What life insurance requirements apply to Nevada small businesses?
Answer
Nevada does not mandate that small businesses provide life insurance to employees—it is entirely voluntary. However, several business structures and financial arrangements can make life insurance effectively necessary for operational continuity.
If your Nevada LLC or corporation has a buy-sell agreement between partners or shareholders, life insurance funding those agreements is a practical requirement—without it, the surviving owners may lack the capital to purchase a deceased owner's interest. This can lead to unwanted outside ownership or costly litigation.
Small Business Administration (SBA) loans often require borrowers to maintain life insurance naming the lender as beneficiary up to the loan balance. If you have an SBA loan in Nevada, your lender may require proof of a policy as a loan condition. Failure to maintain coverage could constitute loan default.

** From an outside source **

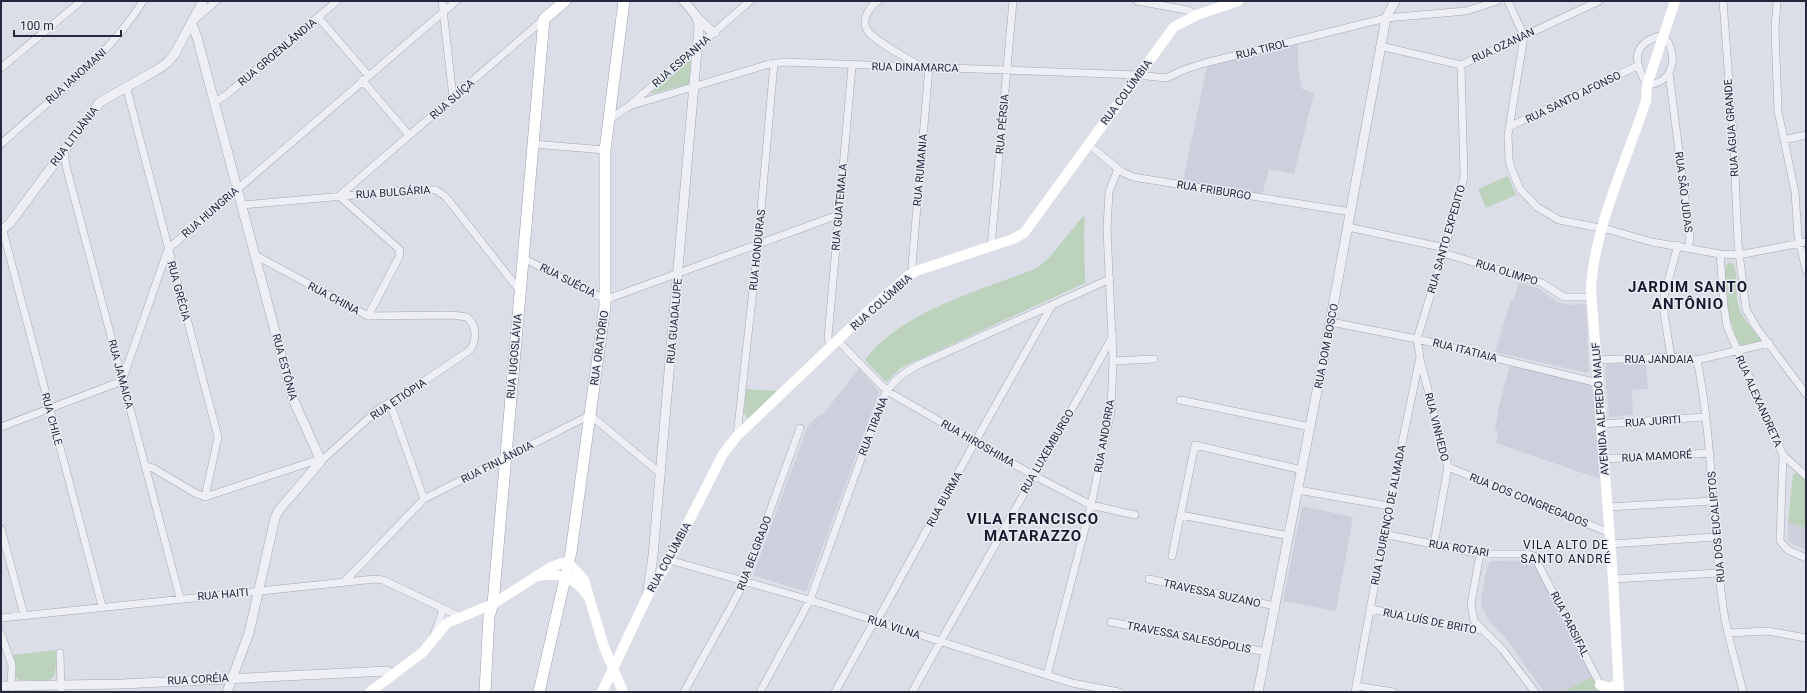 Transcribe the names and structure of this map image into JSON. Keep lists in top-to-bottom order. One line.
{"streets":{"main road":["RUA COLÚMBIA","RUA SUÍÇA","RUA ORATÓRIO","RUA IUGOSLÁVIA","AVENIDA ALFREDO MALUF"],"street":["RUA OZANAN","RUA TIROL","RUA GROENLÂNDIA","RUA ESPANHA","RUA DINAMARCA","RUA IANOMANI","RUA SANTO AFONSO","RUA PÉRSIA","RUA ÁGUA GRANDE","RUA LITUÂNIA","RUA RUMANIA","RUA FRIBURGO","RUA BULGÁRIA","RUA SÃO JUDAS","RUA GUATEMALA","RUA HUNGRIA","RUA SANTO EXPEDITO","RUA HONDURAS","RUA OLIMPO","RUA SUÉCIA","RUA GRÉCIA","RUA CHINA","RUA GUADALUPE","RUA DOM BOSCO","RUA ITATIAIA","RUA JANDAIA","RUA ESTÔNIA","RUA JAMAICA","RUA ETIÓPIA","RUA ALEXANDRETA","RUA CHILE","RUA JURITI","RUA TIRANA","RUA VINHEDO","RUA ANDORRA","RUA HIROSHIMA","RUA LUXEMBURGO","RUA MAMORÉ","RUA FINLÂNDIA","RUA BURMA","RUA DOS CONGREGADOS","RUA LOURENÇO DE ALMADA","RUA DOS EUCALIPTOS","RUA ROTARI","RUA BELGRADO","TRAVESSA SUZANO","RUA HAITI","RUA LUÍS DE BRITO","RUA PARSIFAL","RUA VILNA","TRAVESSA SALESÓPOLIS","RUA CORÉIA"]},"crossings":[["RUA OZANAN","RUA SÃO JUDAS"],["RUA OZANAN","RUA SANTO EXPEDITO"],["RUA OZANAN","RUA DOM BOSCO"],["RUA TIROL","RUA DINAMARCA"],["RUA TIROL","RUA COLÚMBIA"],["RUA TIROL","RUA DOM BOSCO"],["RUA GROENLÂNDIA","RUA ESTÔNIA"],["RUA ESPANHA","RUA DINAMARCA"],["RUA ESPANHA","RUA GUADALUPE"],["RUA ESPANHA","RUA ORATÓRIO"],["RUA DINAMARCA","RUA COLÚMBIA"],["RUA DINAMARCA","RUA PÉRSIA"],["RUA DINAMARCA","RUA RUMANIA"],["RUA DINAMARCA","RUA GUATEMALA"],["RUA DINAMARCA","RUA HONDURAS"],["RUA DINAMARCA","RUA GUADALUPE"],["RUA COLÚMBIA","RUA PÉRSIA"],["RUA COLÚMBIA","RUA RUMANIA"],["RUA COLÚMBIA","RUA FRIBURGO"],["RUA COLÚMBIA","RUA GUATEMALA"],["RUA COLÚMBIA","RUA HONDURAS"],["RUA COLÚMBIA","RUA GUADALUPE"],["RUA COLÚMBIA","RUA HIROSHIMA"],["RUA COLÚMBIA","RUA VILNA"],["RUA SANTO AFONSO","RUA SÃO JUDAS"],["RUA SUÍÇA","RUA BULGÁRIA"],["RUA SUÍÇA","RUA IUGOSLÁVIA"],["RUA ÁGUA GRANDE","RUA JANDAIA"],["RUA LITUÂNIA","RUA GRÉCIA"],["RUA LITUÂNIA","RUA ESTÔNIA"],["RUA LITUÂNIA","RUA JAMAICA"],["RUA LITUÂNIA","RUA CHILE"],["RUA FRIBURGO","RUA DOM BOSCO"],["RUA FRIBURGO","RUA ANDORRA"],["RUA BULGÁRIA","RUA IUGOSLÁVIA"],["RUA BULGÁRIA","RUA ESTÔNIA"],["RUA SÃO JUDAS","AVENIDA ALFREDO MALUF"],["RUA GUATEMALA","RUA SUÉCIA"],["RUA GUATEMALA","RUA HIROSHIMA"],["RUA HUNGRIA","RUA GRÉCIA"],["RUA HUNGRIA","RUA ESTÔNIA"],["RUA HUNGRIA","RUA JAMAICA"],["RUA SANTO EXPEDITO","RUA OLIMPO"],["RUA SANTO EXPEDITO","RUA ITATIAIA"],["RUA SANTO EXPEDITO","RUA LOURENÇO DE ALMADA"],["RUA HONDURAS","RUA SUÉCIA"],["RUA OLIMPO","RUA DOM BOSCO"],["RUA OLIMPO","AVENIDA ALFREDO MALUF"],["RUA SUÉCIA","RUA GUADALUPE"],["RUA SUÉCIA","RUA ORATÓRIO"],["RUA SUÉCIA","RUA IUGOSLÁVIA"],["RUA GRÉCIA","RUA ETIÓPIA"],["RUA CHINA","RUA ESTÔNIA"],["RUA CHINA","RUA ETIÓPIA"],["RUA DOM BOSCO","RUA ITATIAIA"],["RUA DOM BOSCO","TRAVESSA SUZANO"],["RUA DOM BOSCO","TRAVESSA SALESÓPOLIS"],["RUA ORATÓRIO","RUA FINLÂNDIA"],["RUA ITATIAIA","AVENIDA ALFREDO MALUF"],["RUA ITATIAIA","RUA LOURENÇO DE ALMADA"],["RUA IUGOSLÁVIA","RUA FINLÂNDIA"],["RUA JANDAIA","RUA ALEXANDRETA"],["RUA JANDAIA","AVENIDA ALFREDO MALUF"],["RUA JANDAIA","RUA DOS EUCALIPTOS"],["RUA ESTÔNIA","RUA ETIÓPIA"],["RUA JAMAICA","RUA HAITI"],["AVENIDA ALFREDO MALUF","RUA JURITI"],["AVENIDA ALFREDO MALUF","RUA MAMORÉ"],["AVENIDA ALFREDO MALUF","RUA DOS CONGREGADOS"],["RUA CHILE","RUA HAITI"],["RUA JURITI","RUA DOS EUCALIPTOS"],["RUA TIRANA","RUA ANDORRA"],["RUA TIRANA","RUA HIROSHIMA"],["RUA TIRANA","RUA BURMA"],["RUA TIRANA","RUA VILNA"],["RUA VINHEDO","RUA DOS CONGREGADOS"],["RUA VINHEDO","RUA LOURENÇO DE ALMADA"],["RUA VINHEDO","RUA ROTARI"],["RUA ANDORRA","RUA HIROSHIMA"],["RUA ANDORRA","RUA LUXEMBURGO"],["RUA ANDORRA","RUA VILNA"],["RUA HIROSHIMA","RUA LUXEMBURGO"],["RUA HIROSHIMA","RUA BURMA"],["RUA LUXEMBURGO","RUA VILNA"],["RUA MAMORÉ","RUA DOS EUCALIPTOS"],["RUA FINLÂNDIA","RUA HAITI"],["RUA BURMA","RUA VILNA"],["RUA LOURENÇO DE ALMADA","RUA ROTARI"],["RUA LOURENÇO DE ALMADA","RUA LUÍS DE BRITO"],["RUA ROTARI","RUA PARSIFAL"],["RUA BELGRADO","RUA VILNA"]],"districts":["JARDIM SANTO ANTÔNIO","VILA FRANCISCO MATARAZZO","VILA ALTO DE SANTO ANDRÉ"],"scale_bar":"100 m"}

Group term life insurance is available to Nevada businesses with as few as two employees and can be offered as a tax-advantaged employee benefit. Premiums up to $50,000 in group coverage are generally deductible business expenses. Consult a tax advisor to confirm deductibility for your business structure.
Agents in our network who specialize in business insurance can structure appropriate coverage for each business purpose.
Key Takeaways
- Nevada does not require businesses to provide employee life insurance.
- Buy-sell agreements and SBA loans may functionally require life insurance.
- Group term life up to $50,000 may be deductible—verify with a tax advisor.
- Group term life insurance is available to businesses with as few as two employees.